The public deployment lives at https://models.aihorde.net/api with interactive docs at /api/docs.

What the service does

The service exposes the curated model-reference data - download URLs, checksums, baselines, NSFW flags, capabilities - over HTTP, plus search, statistics, and a moderated workflow for proposing changes. Reads are open to everyone; writes are gated (PRIMARY deployments only, authenticated, and routed through a review queue - see below).

Where it fits in the ecosystem

graph TD
    subgraph Authoritative
        PRIMARY["AI-Horde backend
(PRIMARY mode)
models.aihorde.net/api"] end subgraph Sources GH["GitHub legacy repos
(Haidra-Org/AI-Horde-*-model-reference)"] end subgraph Consumers WORKER["Workers"] CLIENT["Clients / UIs"] TOOLS["Scripts / dashboards"] end GH -. seeds / fallback .-> PRIMARY PRIMARY -->|HTTP reads| WORKER PRIMARY -->|HTTP reads| CLIENT PRIMARY -->|HTTP reads| TOOLS GH -. direct fallback .-> WORKER WORKER -. uses library .-> LIB["horde-model-reference
(REPLICA mode)"] CLIENT -. uses library .-> LIB LIB -->|HTTPBackend| PRIMARY

There are three consumer roles, and the same service serves all of them:

  • The AI-Horde backend runs this service in PRIMARY mode as the canonical source of truth. It owns the data, accepts moderated writes, and serves everyone else. This is the deployment at models.aihorde.net.
  • Workers (GPU nodes that fulfil generation requests) need to know which models exist, their download URLs, and their checksums. A worker typically consumes the data through the Python library in REPLICA mode, which fetches from the PRIMARY API and falls back to raw GitHub if the PRIMARY is unreachable. A worker can also call the HTTP API directly.
  • Clients, UIs, and tooling (model browsers, admin dashboards, automation) call the HTTP API directly to list, search, and rank models, or to propose changes.

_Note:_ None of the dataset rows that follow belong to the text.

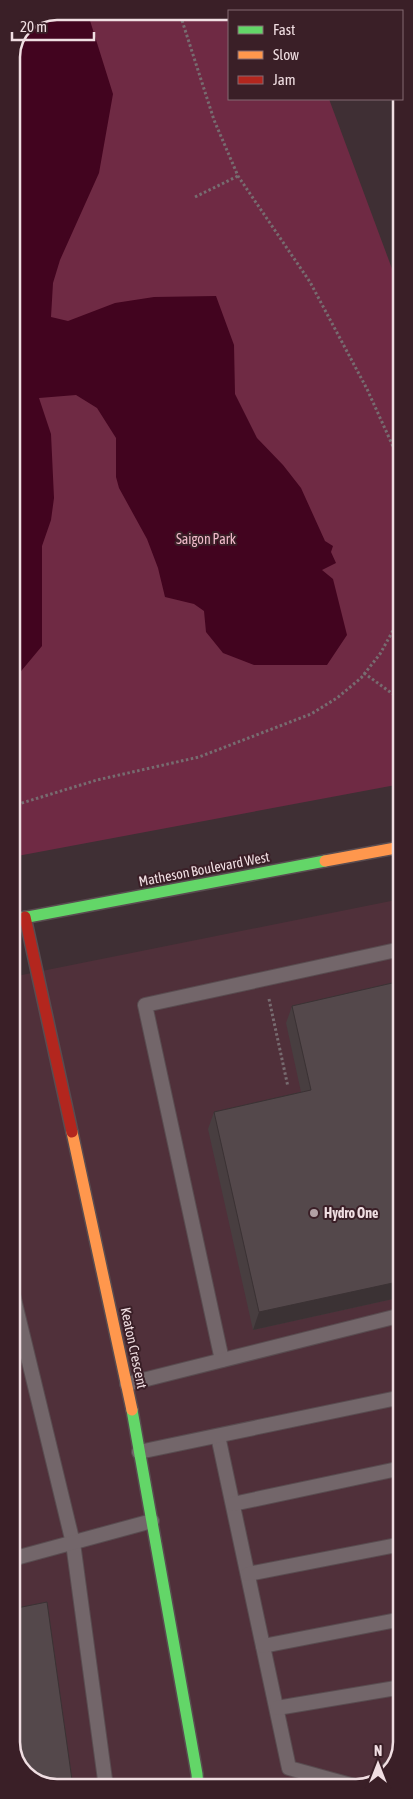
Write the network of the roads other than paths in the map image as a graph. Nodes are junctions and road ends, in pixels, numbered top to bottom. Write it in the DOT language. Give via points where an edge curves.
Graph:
graph roads {
  1 [pos="393,849"];
  2 [pos="25,918"];
  3 [pos="20,919"];
  4 [pos="393,951"];
  5 [pos="393,1317"];
  6 [pos="20,1324"];
  7 [pos="222,1360"];
  8 [pos="126,1384"];
  9 [pos="393,1399"];
  10 [pos="218,1436"];
  11 [pos="139,1452"];
  12 [pos="393,1470"];
  13 [pos="233,1504"];
  14 [pos="152,1521"];
  15 [pos="73,1542"];
  16 [pos="393,1546"];
  17 [pos="20,1557"];
  18 [pos="248,1574"];
  19 [pos="393,1621"];
  20 [pos="263,1646"];
  21 [pos="393,1689"];
  22 [pos="277,1708"];
  23 [pos="105,1779"];
  24 [pos="197,1779"];
  25 [pos="329,1779"];
  1 -- 2 [label="street, Matheson Boulevard West"];
  2 -- 3 [label="street, Matheson Boulevard West"];
  2 -- 8 [label="street, Keaton Crescent"];
  4 -- 7 [label="lane" via="145,1005"];
  5 -- 7 [label="lane"];
  6 -- 15 [label="lane"];
  7 -- 8 [label="lane"];
  8 -- 11 [label="street, Keaton Crescent"];
  9 -- 10 [label="lane"];
  10 -- 11 [label="lane"];
  10 -- 13 [label="lane"];
  11 -- 14 [label="street, Keaton Crescent"];
  12 -- 13 [label="lane"];
  13 -- 18 [label="lane"];
  14 -- 15 [label="lane"];
  14 -- 24 [label="street, Keaton Crescent"];
  15 -- 17 [label="lane"];
  15 -- 23 [label="lane"];
  16 -- 18 [label="lane"];
  18 -- 20 [label="lane"];
  19 -- 20 [label="lane"];
  20 -- 22 [label="lane"];
  21 -- 22 [label="lane"];
  22 -- 25 [label="lane" via="289,1768"];
}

The service and the Python library serve the same data

The FastAPI service and the ModelReferenceManager Python API are two front-ends over the same backend. When you run the library in REPLICA mode with a primary_api_url, its HTTPBackend calls the same endpoints documented here:

Library call (REPLICA HTTPBackend) HTTP endpoint it requests
fetch a category (v2) GET {primary_api_url}/model_references/v2/{category}
fetch a category (legacy fallback) GET {primary_api_url}/model_references/v1/{category}

So "consume the API from a worker" and "use the library in REPLICA mode" are the same operation at different layers. See Consume the HTTP API for both styles, and Offline & Resilient Reads for the fallback chain.

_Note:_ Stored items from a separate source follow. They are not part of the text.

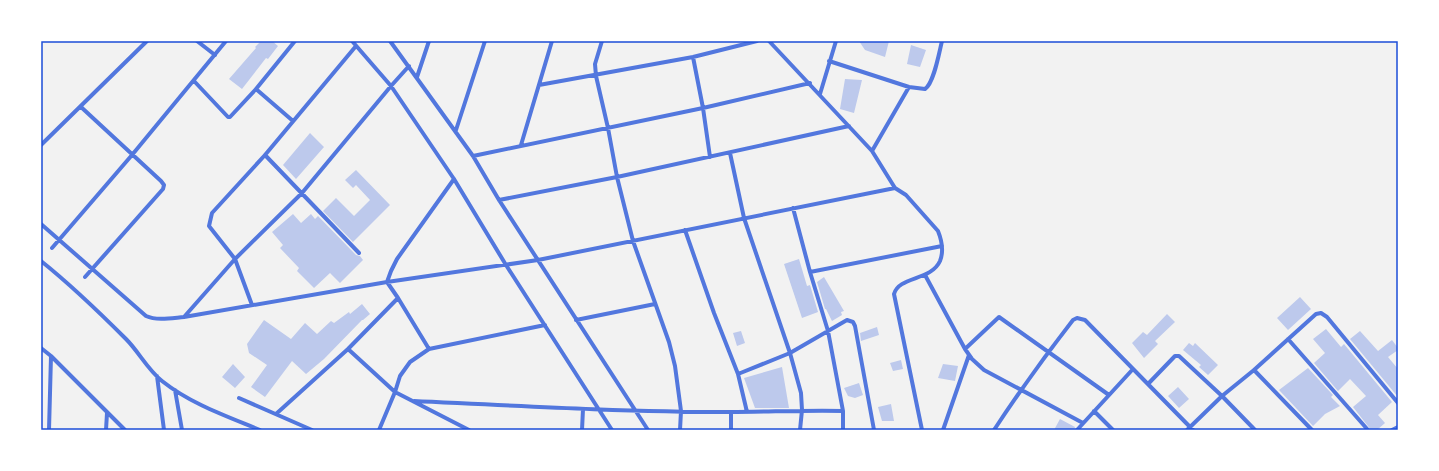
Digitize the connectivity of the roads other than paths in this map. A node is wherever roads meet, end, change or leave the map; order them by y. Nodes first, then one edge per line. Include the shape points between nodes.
1 (147, 41) edge
2 (197, 41) edge
3 (226, 41) edge
4 (295, 41) edge
5 (352, 41) edge
6 (390, 41) edge
7 (429, 41) edge
8 (485, 41) edge
9 (552, 41) edge
10 (602, 41) edge
11 (757, 41) edge
12 (770, 41) edge
13 (836, 41) edge
14 (942, 41) edge
15 (356, 46) junction
16 (215, 55) junction
17 (693, 57) junction
18 (829, 61) junction
19 (409, 66) junction
20 (596, 76) junction
21 (417, 77) junction
22 (194, 81) junction
23 (810, 83) junction
24 (391, 86) junction
25 (539, 86) junction
26 (909, 87) junction
27 (256, 89) junction
28 (820, 94) junction
29 (81, 107) junction
30 (703, 108) junction
31 (293, 121) junction
32 (849, 126) junction
33 (608, 128) junction
34 (456, 130) junction
35 (41, 145) edge
36 (521, 145) junction
37 (872, 151) junction
38 (730, 153) junction
39 (132, 155) junction
40 (265, 155) junction
41 (473, 156) junction
42 (710, 157) junction
43 (617, 177) junction
44 (454, 179) junction
45 (895, 188) junction
46 (302, 193) junction
47 (499, 200) junction
48 (793, 208) junction
49 (744, 218) junction
50 (41, 224) edge
51 (685, 230) junction
52 (58, 241) junction
53 (633, 241) junction
54 (942, 246) junction
55 (52, 248) dead end
56 (359, 253) dead end
57 (235, 259) junction
58 (538, 260) junction
59 (41, 261) edge
60 (506, 265) junction
61 (92, 270) junction
62 (810, 272) junction
63 (85, 276) dead end
64 (925, 276) junction
65 (387, 282) junction
66 (398, 298) junction
67 (655, 304) junction
68 (252, 306) junction
69 (184, 317) junction
70 (576, 320) junction
71 (545, 325) junction
72 (828, 330) junction
73 (1288, 339) junction
74 (41, 348) edge
75 (348, 349) junction
76 (428, 349) junction
77 (965, 349) junction
78 (1049, 351) junction
79 (790, 353) junction
80 (969, 355) junction
81 (51, 356) junction
82 (1133, 369) junction
83 (1254, 370) junction
84 (738, 374) junction
85 (157, 376) junction
86 (1148, 384) junction
87 (175, 390) junction
88 (1020, 390) junction
89 (396, 392) junction
90 (1109, 395) junction
91 (1222, 396) junction
92 (239, 398) dead end
93 (414, 401) junction
94 (1398, 403) edge
95 (583, 409) junction
96 (598, 410) junction
97 (636, 410) junction
98 (802, 410) junction
99 (681, 411) junction
100 (843, 411) junction
101 (731, 412) junction
102 (747, 412) junction
103 (1094, 412) junction
104 (107, 413) junction
105 (276, 414) junction
106 (1083, 423) junction
107 (1398, 427) edge
108 (1190, 429) edge
109 (49, 430) edge
110 (106, 430) edge
111 (125, 430) edge
112 (164, 430) edge
113 (182, 430) edge
114 (260, 430) edge
115 (312, 430) edge
116 (379, 430) edge
117 (469, 430) edge
118 (582, 430) edge
119 (612, 430) edge
120 (648, 430) edge
121 (680, 430) edge
122 (731, 430) edge
123 (800, 430) edge
124 (843, 430) edge
125 (874, 430) edge
126 (922, 430) edge
127 (943, 430) edge
128 (994, 430) edge
129 (1077, 430) edge
130 (1113, 430) edge
131 (1255, 430) edge
132 (1312, 430) edge
133 (1368, 430) edge
134 (1392, 430) edge

1 - 29 street
2 - 16 street
3 - 16 street
4 - 27 street
5 - 15 street
6 - 19 street
7 - 21 street
8 - 34 street
9 - 25 street
10 - 20 street via 596,64
11 - 17 street
12 - 23 street
13 - 18 street
14 - 26 street via 929,87
15 - 24 street
15 - 31 street
16 - 22 street
17 - 20 street
17 - 30 street
18 - 26 street
18 - 28 street
19 - 21 street
19 - 24 street
20 - 25 street
20 - 33 street
21 - 34 street
22 - 27 street via 230,117
22 - 39 street
23 - 28 street
23 - 30 street
24 - 44 street
24 - 46 street
25 - 36 street
26 - 37 street
27 - 31 street
28 - 32 street
29 - 35 street
29 - 39 street
30 - 33 street
30 - 42 street
31 - 40 street
32 - 37 street
32 - 38 street
33 - 36 street
33 - 43 street
34 - 41 street
36 - 41 street
37 - 45 street
38 - 42 street
38 - 49 street
39 - 52 street
39 - 61 street via 161,181 163,189
40 - 46 street
40 - 57 street via 212,213 210,219 209,226
41 - 47 street
42 - 43 street
43 - 47 street
43 - 53 street
44 - 60 street
44 - 65 street via 397,259
45 - 48 street
45 - 54 street via 906,195 938,231
46 - 56 street
46 - 57 street
47 - 58 street
48 - 49 street
48 - 62 street
49 - 51 street
49 - 79 street
50 - 52 street
51 - 53 street
51 - 84 street
52 - 55 street
52 - 61 street
53 - 58 street
53 - 67 street
54 - 62 street
54 - 64 street via 939,263
57 - 68 street
57 - 69 street
58 - 60 street
58 - 70 street
59 - 85 street via 72,286 128,341
60 - 65 street
60 - 71 street
61 - 63 street
61 - 69 street via 146,316 160,319
62 - 72 street
64 - 77 street
64 - 126 street via 900,285 894,294
65 - 66 street
65 - 68 street
66 - 75 street
66 - 76 street
67 - 70 street
67 - 99 street via 675,366
68 - 69 street
70 - 97 street
71 - 76 street
71 - 96 street
72 - 79 street
72 - 100 street
72 - 125 street via 847,320 855,326
73 - 83 street
73 - 94 street via 1316,314 1323,314
73 - 133 street
74 - 81 street
75 - 89 street
75 - 105 street
76 - 89 street via 406,366 400,376
77 - 78 street via 999,317
77 - 80 street
78 - 82 street via 1077,318 1084,320
78 - 88 street
78 - 90 street
79 - 84 street
79 - 98 street via 801,393
80 - 88 street via 984,370
80 - 127 street
81 - 104 street
81 - 109 street
82 - 86 street
82 - 90 street
83 - 91 street
83 - 132 street
84 - 102 street
85 - 87 street
85 - 112 street
86 - 91 street via 1178,355
86 - 108 street
87 - 113 street
87 - 114 street via 196,403
88 - 106 street
88 - 128 street
89 - 93 street
89 - 116 street
90 - 103 street
91 - 108 street
91 - 131 street
92 - 105 street
93 - 95 street
93 - 117 street
95 - 96 street
95 - 118 street
96 - 97 street
96 - 119 street
97 - 99 street
97 - 120 street
98 - 100 street
98 - 102 street
98 - 123 street
99 - 101 street
99 - 121 street
100 - 124 street
101 - 102 street
101 - 122 street
103 - 106 street
103 - 130 street
104 - 110 street
104 - 111 street
105 - 115 street
106 - 129 street
107 - 134 street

Two API versions: v1 (legacy) and v2 (current)

Version Path prefix Format Use it for
v2 /api/model_references/v2 Current normalized format, with search, per-model retrieval, statistics, and typed per-category schemas New integrations
v1 /api/model_references/v1 Legacy GitHub-compatible format Existing AI-Horde workers that already read the legacy JSON shape

Both versions are readable on any deployment. Which version accepts writes depends on the deployment's canonical_format setting - see Canonical Format. v1's outward shape is frozen for backward compatibility; v2 is where new capabilities land.

Reads are open, writes are reviewed

Read endpoints are unauthenticated and safe to cache. Write endpoints (create / update / delete a model) are different in three ways:

  1. They require a PRIMARY deployment. A REPLICA instance returns 503 for writes.
  2. They require an apikey belonging to an allow-listed requestor.
  3. They are not applied immediately. A successful write returns 202 Accepted and enters a pending queue: a separate approver reviews the change, then it is applied to the live dataset (propose -> approve -> apply). This two-person workflow protects the canonical data that the whole network depends on.

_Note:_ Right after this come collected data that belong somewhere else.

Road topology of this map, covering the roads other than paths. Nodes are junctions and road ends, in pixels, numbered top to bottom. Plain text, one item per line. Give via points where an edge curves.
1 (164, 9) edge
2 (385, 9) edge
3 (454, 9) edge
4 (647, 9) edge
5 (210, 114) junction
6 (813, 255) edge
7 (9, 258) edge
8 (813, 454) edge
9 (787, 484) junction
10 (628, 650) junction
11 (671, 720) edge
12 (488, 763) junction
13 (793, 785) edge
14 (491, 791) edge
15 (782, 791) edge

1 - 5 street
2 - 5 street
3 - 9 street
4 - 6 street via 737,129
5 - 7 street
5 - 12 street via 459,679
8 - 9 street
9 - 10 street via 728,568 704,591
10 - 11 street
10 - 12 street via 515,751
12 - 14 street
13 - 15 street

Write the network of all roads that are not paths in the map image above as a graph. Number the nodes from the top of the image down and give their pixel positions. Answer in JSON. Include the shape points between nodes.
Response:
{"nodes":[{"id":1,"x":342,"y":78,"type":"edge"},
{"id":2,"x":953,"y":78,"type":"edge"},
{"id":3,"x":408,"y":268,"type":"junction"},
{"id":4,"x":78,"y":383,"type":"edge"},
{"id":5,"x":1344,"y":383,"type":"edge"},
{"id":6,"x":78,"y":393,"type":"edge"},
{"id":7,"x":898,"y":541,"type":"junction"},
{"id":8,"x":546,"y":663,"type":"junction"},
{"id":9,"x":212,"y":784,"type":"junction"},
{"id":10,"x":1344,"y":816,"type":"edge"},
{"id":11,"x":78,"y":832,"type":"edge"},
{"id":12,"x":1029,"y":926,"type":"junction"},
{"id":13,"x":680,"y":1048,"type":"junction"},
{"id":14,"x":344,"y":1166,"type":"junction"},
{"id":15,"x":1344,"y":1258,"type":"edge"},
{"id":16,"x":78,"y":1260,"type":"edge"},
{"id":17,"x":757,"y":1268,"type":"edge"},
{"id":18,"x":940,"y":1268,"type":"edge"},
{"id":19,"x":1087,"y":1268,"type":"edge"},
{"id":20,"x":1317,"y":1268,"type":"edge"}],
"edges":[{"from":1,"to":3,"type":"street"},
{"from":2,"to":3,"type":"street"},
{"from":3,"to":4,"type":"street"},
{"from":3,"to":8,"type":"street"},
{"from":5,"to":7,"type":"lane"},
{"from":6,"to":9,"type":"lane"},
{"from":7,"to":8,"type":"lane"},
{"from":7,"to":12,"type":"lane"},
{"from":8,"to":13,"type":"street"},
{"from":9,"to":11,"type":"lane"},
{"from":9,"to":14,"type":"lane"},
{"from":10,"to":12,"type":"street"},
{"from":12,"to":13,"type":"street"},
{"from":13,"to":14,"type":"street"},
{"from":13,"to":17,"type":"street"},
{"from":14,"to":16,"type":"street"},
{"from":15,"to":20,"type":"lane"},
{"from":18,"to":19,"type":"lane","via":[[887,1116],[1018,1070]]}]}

See Submit Models via the API for the end-to-end write walkthrough, and the Request Lifecycle for how a request flows through the service internally.

Discovering a deployment's capabilities

Two unauthenticated endpoints let a client adapt to whatever deployment it is talking to:

  • GET /api/replicate_mode -> { "replicate_mode", "canonical_format", "writable" }. Call this on startup to learn whether writes are accepted and which API version handles them.
  • GET /api/heartbeat -> service status plus the health of the upstream AI-Horde API (used by statistics/popularity endpoints).